OWW: I see a lot of kids play each year because I love High School Football. That said, there are a few that have caught my eye this summer. I really like the way DE Amandre Williams of Tahoma HS plays the game. I believe he is entering his junior year and this 6-3/225 just explodes off the snap. He has veteran moves already and will leave guys grasping at air. He can and will stand an opposing OL straight-up and knock him backwards when he wants to. He plays in the very competitive SPSL league so he is facing some pretty good competition each week, so I know he is doing his thing against better players. If he has his classroom work squared away, he could be one of the OKG's.
Another SPSL'er who really caught my attention is DE/DL/TE Josiah Bronson of Kentwood HS. This 6-5/260 has reported 4.75/40 speed and when you see him run on the field there is little doubt he can move that well. The only area of work I see needed is his "burst/first step speed; he has a slight hesitation once the ball is snapped. Much of that is experience/youth though and will only improve with confidence and reps. Other than that; he is just a VERY well built, powerful, skillful and quick footed young man.
Cody Kanouse is a junior-to-be at Peninsula High School.

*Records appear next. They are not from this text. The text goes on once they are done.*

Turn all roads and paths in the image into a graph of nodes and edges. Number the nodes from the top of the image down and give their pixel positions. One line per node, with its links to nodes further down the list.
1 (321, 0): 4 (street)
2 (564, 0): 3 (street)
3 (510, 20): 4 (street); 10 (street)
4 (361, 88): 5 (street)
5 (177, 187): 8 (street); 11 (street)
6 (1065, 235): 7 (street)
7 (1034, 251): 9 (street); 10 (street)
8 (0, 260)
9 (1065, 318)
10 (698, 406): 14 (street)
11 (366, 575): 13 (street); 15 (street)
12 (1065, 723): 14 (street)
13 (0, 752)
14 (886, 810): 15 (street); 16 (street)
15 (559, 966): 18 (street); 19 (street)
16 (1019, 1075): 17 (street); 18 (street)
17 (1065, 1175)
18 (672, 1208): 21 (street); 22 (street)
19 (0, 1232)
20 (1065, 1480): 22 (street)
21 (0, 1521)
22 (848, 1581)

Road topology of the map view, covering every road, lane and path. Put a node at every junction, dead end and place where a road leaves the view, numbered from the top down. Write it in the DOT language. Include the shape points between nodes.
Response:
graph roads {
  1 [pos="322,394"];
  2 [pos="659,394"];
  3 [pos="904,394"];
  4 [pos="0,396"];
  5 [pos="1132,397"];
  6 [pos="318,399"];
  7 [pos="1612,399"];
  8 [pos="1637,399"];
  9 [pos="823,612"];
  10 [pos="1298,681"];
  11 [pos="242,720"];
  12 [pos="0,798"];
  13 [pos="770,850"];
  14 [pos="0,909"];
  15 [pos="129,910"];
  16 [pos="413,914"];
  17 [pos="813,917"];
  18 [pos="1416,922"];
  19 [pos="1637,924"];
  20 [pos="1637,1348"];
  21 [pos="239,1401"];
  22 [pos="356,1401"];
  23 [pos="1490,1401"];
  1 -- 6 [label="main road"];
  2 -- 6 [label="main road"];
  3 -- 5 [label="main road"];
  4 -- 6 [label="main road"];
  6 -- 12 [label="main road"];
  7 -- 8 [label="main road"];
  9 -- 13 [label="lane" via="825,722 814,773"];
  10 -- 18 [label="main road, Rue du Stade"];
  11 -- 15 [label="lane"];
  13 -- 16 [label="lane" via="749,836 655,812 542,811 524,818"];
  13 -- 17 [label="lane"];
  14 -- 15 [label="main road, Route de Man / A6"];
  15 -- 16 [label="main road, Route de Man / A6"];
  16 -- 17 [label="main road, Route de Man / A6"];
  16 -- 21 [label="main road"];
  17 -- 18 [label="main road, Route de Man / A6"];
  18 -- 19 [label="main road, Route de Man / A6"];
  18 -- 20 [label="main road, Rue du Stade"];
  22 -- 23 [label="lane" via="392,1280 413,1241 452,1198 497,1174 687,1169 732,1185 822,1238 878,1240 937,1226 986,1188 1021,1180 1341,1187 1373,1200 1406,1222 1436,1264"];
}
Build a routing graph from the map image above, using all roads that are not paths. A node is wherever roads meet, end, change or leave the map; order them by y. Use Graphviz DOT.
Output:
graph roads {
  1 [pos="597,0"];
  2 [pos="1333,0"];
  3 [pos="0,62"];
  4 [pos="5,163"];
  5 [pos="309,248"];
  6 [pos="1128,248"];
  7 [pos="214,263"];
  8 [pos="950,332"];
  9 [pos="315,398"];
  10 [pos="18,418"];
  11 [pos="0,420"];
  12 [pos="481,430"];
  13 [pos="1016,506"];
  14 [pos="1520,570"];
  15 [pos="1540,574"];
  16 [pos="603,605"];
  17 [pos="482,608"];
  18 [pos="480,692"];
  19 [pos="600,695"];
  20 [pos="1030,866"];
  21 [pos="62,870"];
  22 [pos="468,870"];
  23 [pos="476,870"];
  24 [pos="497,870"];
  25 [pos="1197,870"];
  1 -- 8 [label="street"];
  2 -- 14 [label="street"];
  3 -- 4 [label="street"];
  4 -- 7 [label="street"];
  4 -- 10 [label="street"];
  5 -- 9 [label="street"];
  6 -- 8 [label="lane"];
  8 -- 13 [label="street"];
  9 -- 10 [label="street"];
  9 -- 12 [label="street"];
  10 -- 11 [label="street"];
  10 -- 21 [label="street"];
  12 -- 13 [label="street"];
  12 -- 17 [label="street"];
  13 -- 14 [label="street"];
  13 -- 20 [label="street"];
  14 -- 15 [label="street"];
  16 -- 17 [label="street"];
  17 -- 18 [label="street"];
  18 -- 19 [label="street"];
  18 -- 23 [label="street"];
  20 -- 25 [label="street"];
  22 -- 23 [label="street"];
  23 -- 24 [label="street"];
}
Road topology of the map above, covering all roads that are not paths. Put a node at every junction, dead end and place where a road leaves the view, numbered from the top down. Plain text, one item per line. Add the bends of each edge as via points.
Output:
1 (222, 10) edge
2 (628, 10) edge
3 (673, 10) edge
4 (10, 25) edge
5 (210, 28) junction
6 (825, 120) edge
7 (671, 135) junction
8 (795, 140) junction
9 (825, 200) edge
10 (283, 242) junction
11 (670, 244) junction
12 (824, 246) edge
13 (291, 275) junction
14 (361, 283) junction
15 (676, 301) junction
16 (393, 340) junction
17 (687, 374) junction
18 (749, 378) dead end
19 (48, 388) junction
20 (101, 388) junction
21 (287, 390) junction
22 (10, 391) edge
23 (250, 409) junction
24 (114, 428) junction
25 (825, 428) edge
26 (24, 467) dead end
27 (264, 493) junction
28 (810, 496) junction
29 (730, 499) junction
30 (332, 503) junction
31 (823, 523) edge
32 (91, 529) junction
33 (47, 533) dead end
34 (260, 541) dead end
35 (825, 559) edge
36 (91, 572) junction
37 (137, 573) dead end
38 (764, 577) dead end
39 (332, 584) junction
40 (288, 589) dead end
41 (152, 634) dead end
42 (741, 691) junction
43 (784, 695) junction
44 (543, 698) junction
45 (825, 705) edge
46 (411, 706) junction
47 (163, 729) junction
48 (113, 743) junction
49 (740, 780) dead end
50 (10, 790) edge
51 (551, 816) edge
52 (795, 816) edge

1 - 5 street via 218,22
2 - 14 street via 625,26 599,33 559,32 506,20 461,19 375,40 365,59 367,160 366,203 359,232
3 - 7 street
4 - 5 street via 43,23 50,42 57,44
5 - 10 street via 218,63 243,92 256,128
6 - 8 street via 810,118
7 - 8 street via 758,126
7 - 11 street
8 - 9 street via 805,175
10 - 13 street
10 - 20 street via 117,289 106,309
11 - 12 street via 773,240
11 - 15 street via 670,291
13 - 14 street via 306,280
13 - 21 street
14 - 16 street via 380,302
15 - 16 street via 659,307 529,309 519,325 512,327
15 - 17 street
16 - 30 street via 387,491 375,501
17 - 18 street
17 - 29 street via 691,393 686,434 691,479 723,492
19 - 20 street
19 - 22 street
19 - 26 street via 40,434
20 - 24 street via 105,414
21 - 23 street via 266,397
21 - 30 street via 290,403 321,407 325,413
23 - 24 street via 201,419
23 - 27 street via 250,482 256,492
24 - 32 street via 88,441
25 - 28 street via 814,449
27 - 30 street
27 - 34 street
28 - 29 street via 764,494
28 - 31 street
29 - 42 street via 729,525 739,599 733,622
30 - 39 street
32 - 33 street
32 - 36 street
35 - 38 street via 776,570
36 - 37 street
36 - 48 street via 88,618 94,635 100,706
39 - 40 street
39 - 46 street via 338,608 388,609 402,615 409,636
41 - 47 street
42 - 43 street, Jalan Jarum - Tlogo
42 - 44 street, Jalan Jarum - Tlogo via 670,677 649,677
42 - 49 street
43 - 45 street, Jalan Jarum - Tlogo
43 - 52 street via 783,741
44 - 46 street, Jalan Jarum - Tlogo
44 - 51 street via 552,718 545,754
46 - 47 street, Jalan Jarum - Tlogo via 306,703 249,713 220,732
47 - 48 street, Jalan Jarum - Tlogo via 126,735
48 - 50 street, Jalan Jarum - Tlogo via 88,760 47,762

When I saw him as a freshman he was already 6-7/285. When I saw him during his Sophomore season he was 6-8/305. He can move, uses his hands very well and he understands the game. I don't think there is any question, if he keeps at his craft, I think he will get D-1/PAC-12 offers.
| ||Who do you consider the most "old school" player on this year's Husky squad?|
OWW: I could name a few; I think Shaq is pretty "old school"; not much flash there. No need I suppose, he just straps it up and plays the game quietly and completely professional. Hau'oli Kikaha is another. Just a very quiet humble young man who straps it up and MAKES you play the game of football on EVERY snap. Kaleb McGary graduated from my Alma mater so I had the chance to talk with him on a few occasions. This kid doesn't need an audience, doesn't need the lights, he plays out of pure love of the game. He will knock a opposing player on his backside and reach down a hand to help him up. Hands the ball to the ref after a great play, doesn't have to tell the opposition how gifted he is, he lets his play speak for itself. Once he acclimated to his DE position and the college game, he will be one heck of a baller for us.
Thanks to OneWoodWacker for agreeing to stop by the Gekko Chats room and sharing some Husky passion with us.